In [7]:
#!pip install -U flash-attn --no-build-isolation

!pip install accelerate
!pip install -i https://pypi.org/simple/ bitsandbytes

Defaulting to user installation because normal site-packages is not writeable
Defaulting to user installation because normal site-packages is not writeable
Looking in indexes: https://pypi.org/simple/


In [4]:
!pip uninstall -y torch

Found existing installation: torch 2.2.2
Uninstalling torch-2.2.2:
  Successfully uninstalled torch-2.2.2


In [5]:
import torch
from transformers import AutoModelForCausalLM, AutoTokenizer
import warnings
import pandas as pd
import torch.nn.functional as F
#from google.colab import drive

#drive.mount('/content/drive')

warnings.filterwarnings("ignore")

In [None]:
!pip install transformers

In [6]:
def load_model_and_tokenizer(model_name):
    """
    Load pre-trained language model and tokenizer from Hugging Face.

    Args:
        model_name (str): Name or path of the pre-trained model.

    Returns:
        model (AutoModelForCausalLM): Loaded pre-trained language model.
        tokenizer (AutoTokenizer): Loaded tokenizer for the pre-trained model.
    """
    tokenizer = AutoTokenizer.from_pretrained(model_name)
    tokenizer.pad_token = tokenizer.eos_token

    model = AutoModelForCausalLM.from_pretrained(model_name, device_map="auto", load_in_4bit=True) #  attn_implementation="flash_attention_2",

    return model, tokenizer

def mean_pooling(model_output, attention_mask):
    """
    Perform mean pooling on the token embeddings from the language model output.

    Args:
        model_output (dict): Output from the pre-trained language model.
        attention_mask (torch.Tensor): Attention mask for the input sequences.

    Returns:
        torch.Tensor: Mean-pooled sentence embeddings.
    """
    token_embeddings = model_output['hidden_states'][-1]  # First element contains all token embeddings
    input_mask_expanded = attention_mask.unsqueeze(-1).expand(token_embeddings.size()).float()
    return torch.sum(token_embeddings * input_mask_expanded, 1) / torch.clamp(input_mask_expanded.sum(1), min=1e-9)

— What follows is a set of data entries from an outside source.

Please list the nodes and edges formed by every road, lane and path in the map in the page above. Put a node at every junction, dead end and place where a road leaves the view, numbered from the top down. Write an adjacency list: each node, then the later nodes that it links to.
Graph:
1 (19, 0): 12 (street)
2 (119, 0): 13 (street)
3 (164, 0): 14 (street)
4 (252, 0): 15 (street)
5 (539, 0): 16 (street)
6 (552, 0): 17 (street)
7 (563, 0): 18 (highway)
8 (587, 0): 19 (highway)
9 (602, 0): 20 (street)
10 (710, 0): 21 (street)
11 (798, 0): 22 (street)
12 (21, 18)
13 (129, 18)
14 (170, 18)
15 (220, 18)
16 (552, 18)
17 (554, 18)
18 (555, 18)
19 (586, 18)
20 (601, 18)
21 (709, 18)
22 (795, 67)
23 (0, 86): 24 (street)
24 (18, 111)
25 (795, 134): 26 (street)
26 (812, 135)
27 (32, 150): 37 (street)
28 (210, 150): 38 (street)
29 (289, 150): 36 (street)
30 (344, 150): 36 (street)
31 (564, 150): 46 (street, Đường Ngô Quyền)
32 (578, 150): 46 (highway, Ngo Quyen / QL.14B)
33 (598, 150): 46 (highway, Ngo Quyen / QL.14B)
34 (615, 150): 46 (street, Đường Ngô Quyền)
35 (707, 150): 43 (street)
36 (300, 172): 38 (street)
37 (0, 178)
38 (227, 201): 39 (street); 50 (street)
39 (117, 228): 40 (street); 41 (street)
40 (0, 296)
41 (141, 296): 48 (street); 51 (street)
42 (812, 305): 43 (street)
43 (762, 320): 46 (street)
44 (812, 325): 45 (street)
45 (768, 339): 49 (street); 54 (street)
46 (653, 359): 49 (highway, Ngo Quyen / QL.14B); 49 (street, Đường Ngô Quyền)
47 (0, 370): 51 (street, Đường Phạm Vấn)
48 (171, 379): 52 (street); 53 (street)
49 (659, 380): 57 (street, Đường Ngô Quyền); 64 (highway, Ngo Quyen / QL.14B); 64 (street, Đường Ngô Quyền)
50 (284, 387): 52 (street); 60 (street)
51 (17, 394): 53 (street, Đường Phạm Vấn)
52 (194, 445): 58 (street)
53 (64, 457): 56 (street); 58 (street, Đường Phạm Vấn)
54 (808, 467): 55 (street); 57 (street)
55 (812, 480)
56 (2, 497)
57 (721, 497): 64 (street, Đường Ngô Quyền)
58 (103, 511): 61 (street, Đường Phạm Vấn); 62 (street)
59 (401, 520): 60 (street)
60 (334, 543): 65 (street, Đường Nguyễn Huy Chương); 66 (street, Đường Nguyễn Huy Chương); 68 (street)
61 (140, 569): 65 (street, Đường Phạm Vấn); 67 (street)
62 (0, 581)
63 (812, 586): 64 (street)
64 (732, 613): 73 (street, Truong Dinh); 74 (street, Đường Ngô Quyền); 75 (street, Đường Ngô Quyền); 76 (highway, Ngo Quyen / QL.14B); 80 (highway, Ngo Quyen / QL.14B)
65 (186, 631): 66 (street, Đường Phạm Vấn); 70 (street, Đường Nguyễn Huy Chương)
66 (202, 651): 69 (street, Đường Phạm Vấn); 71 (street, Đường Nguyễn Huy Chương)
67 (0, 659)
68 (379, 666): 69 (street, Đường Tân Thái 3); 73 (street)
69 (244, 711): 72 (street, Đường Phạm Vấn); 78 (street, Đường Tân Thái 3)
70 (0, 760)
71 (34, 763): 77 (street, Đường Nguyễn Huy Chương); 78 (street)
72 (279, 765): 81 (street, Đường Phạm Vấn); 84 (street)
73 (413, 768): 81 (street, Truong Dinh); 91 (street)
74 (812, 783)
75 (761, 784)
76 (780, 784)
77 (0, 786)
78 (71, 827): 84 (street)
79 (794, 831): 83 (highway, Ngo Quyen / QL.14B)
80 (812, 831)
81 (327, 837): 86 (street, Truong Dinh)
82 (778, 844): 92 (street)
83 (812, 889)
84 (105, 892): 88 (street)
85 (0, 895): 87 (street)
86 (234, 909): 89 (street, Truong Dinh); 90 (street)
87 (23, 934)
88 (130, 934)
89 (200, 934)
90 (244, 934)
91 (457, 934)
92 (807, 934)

def generate_embeddings(model, tokenizer, data, batch_size):
    """
    Generate sentence embeddings for a given dataset using the pre-trained language model.

    Args:
        model (AutoModelForCausalLM): Loaded pre-trained language model.
        tokenizer (AutoTokenizer): Loaded tokenizer for the pre-trained model.
        data (pd.DataFrame): Dataset containing input sequences and labels.
        batch_size (int): Batch size for processing the data.

    Returns:
        pd.DataFrame: DataFrame containing sentence embeddings and corresponding labels.
    """
    device = 'cuda' if torch.cuda.is_available() else 'cpu'
    X, y = data.drop(['HOME_W'], axis=1), data[["HOME_W"]]

    all_embeddings = []
    all_labels = []

    for i in range(int(len(X) / batch_size) + 1):
        if i % 50 == 0:
            print(f"Processing batch {i}")

        # Sentences we want sentence embeddings for
        sentences = X.values[i * batch_size:(i + 1) * batch_size].reshape((-1,)).tolist()
        y_true = y.values[i * batch_size: (i + 1) * batch_size].tolist()

        # Tokenize sentences
        try:
            encoded_input = tokenizer(sentences, padding=True, truncation=True, return_tensors='pt').to(device)
        except Exception as e:
            print(e)
            break

        # Compute token embeddings
        with torch.no_grad():
            model_output = model(**encoded_input, output_hidden_states=True)

        # Perform pooling
        sentence_embeddings = mean_pooling(model_output, encoded_input['attention_mask'])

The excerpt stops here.